(Dataset entries)
○ ○ ○ ○ ○ ○ ○
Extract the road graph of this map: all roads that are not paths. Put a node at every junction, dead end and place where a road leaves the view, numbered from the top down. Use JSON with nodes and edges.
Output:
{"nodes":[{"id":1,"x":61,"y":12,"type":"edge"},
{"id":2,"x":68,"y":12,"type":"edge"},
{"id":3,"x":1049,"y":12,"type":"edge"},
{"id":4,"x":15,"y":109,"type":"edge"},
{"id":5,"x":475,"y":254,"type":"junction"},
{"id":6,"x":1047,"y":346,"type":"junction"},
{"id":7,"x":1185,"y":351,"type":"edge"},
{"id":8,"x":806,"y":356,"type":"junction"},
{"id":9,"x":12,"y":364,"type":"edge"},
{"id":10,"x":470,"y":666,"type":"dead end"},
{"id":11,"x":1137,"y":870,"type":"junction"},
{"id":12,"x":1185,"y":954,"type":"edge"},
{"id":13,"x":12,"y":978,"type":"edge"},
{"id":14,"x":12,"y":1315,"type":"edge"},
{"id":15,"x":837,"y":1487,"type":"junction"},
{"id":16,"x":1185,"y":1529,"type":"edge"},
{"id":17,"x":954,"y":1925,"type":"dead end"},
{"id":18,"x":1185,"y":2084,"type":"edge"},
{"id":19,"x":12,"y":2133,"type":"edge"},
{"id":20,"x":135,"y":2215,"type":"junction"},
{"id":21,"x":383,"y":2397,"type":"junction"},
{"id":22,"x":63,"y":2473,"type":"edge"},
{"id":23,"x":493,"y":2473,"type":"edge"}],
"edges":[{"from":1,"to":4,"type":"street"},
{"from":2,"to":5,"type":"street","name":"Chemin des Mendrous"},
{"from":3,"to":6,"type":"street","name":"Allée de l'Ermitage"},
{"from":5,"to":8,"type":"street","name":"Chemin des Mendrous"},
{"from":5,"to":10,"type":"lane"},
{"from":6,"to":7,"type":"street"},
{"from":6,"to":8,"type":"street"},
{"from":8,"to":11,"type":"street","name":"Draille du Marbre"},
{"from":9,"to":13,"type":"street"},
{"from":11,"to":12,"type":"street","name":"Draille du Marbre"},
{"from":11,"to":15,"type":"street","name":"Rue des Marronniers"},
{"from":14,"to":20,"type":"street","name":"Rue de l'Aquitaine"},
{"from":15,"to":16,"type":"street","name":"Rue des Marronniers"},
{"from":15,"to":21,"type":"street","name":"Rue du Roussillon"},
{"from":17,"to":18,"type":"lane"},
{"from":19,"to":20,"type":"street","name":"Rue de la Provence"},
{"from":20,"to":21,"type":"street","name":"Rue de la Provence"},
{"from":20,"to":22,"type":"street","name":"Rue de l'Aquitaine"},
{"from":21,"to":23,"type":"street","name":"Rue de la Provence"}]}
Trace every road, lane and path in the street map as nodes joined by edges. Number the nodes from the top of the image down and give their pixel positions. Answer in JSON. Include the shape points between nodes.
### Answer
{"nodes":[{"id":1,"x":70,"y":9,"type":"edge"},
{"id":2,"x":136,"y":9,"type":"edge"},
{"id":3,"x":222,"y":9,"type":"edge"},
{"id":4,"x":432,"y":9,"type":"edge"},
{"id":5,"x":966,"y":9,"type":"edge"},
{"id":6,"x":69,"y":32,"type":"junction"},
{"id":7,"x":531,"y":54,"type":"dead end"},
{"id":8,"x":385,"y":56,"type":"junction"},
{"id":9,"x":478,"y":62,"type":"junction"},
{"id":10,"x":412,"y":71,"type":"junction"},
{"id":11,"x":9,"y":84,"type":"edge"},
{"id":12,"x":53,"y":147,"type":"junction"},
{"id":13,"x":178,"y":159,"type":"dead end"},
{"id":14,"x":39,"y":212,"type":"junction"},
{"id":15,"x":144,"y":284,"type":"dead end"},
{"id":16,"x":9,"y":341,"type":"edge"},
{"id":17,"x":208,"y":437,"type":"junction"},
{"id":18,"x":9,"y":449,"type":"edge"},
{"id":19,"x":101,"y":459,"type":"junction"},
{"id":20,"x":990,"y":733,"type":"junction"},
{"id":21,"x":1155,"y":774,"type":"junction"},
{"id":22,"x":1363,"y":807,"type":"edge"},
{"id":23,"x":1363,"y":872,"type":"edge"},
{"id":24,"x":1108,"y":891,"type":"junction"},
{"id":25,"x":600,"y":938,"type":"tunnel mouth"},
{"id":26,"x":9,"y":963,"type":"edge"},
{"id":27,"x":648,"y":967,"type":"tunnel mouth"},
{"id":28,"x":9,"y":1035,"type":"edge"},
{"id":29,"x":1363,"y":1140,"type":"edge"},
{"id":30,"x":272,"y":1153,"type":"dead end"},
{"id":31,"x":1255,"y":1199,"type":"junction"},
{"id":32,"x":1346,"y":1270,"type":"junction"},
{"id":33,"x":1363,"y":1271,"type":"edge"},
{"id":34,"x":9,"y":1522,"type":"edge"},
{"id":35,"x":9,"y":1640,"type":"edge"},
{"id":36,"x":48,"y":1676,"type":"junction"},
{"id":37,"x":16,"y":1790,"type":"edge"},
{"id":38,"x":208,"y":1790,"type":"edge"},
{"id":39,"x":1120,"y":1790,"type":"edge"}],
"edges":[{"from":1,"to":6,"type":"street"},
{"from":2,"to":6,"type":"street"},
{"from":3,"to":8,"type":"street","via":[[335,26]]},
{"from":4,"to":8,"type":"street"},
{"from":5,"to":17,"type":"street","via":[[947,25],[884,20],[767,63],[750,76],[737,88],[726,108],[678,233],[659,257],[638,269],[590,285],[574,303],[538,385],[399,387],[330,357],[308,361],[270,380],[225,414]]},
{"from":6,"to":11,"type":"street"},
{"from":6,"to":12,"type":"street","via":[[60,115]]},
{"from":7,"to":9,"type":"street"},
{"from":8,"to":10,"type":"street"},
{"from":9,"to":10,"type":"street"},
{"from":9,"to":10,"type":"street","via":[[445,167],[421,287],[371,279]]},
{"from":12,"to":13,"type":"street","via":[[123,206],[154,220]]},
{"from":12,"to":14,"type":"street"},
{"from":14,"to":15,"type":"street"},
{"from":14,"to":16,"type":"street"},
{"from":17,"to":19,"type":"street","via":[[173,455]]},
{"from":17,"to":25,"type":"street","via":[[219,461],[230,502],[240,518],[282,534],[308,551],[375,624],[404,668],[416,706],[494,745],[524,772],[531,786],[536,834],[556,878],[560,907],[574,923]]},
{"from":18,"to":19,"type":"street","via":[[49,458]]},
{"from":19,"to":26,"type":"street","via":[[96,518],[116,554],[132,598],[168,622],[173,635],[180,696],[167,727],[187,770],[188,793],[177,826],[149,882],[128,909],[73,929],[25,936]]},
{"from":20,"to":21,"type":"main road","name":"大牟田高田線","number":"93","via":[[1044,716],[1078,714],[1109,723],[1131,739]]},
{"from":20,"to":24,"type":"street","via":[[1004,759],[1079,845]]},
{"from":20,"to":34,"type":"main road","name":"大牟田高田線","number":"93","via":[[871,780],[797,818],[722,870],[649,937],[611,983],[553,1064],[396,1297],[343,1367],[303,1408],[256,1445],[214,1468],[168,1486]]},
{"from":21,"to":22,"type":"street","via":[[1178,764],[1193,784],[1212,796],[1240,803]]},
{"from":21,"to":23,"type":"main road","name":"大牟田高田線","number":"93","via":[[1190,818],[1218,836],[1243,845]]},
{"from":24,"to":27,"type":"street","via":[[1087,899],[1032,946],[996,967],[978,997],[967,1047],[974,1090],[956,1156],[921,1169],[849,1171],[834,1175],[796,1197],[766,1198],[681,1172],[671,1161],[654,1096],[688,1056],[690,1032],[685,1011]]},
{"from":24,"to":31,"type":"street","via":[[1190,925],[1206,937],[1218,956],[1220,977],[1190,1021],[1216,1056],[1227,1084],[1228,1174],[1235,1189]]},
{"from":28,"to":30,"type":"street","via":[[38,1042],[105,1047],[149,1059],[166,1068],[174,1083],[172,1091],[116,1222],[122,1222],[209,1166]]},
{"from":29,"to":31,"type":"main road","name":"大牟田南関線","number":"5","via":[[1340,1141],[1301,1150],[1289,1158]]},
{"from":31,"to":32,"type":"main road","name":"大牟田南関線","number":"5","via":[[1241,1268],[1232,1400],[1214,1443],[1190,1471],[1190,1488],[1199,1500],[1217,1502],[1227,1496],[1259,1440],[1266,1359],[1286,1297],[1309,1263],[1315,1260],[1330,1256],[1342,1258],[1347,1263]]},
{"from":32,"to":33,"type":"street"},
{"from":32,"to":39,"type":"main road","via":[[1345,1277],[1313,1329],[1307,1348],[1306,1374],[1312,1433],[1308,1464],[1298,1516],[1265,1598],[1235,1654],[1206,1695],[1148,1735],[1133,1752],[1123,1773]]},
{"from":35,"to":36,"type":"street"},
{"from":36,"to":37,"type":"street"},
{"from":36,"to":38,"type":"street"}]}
○ ○ ○ ○ ○ ○ ○
#### [Exercise instructions]
Search the data for "Provence". Copy each line that has it.

#### [Result for this task]
{"from":19,"to":20,"type":"street","name":"Rue de la Provence"},
{"from":20,"to":21,"type":"street","name":"Rue de la Provence"},
{"from":21,"to":23,"type":"street","name":"Rue de la Provence"}]}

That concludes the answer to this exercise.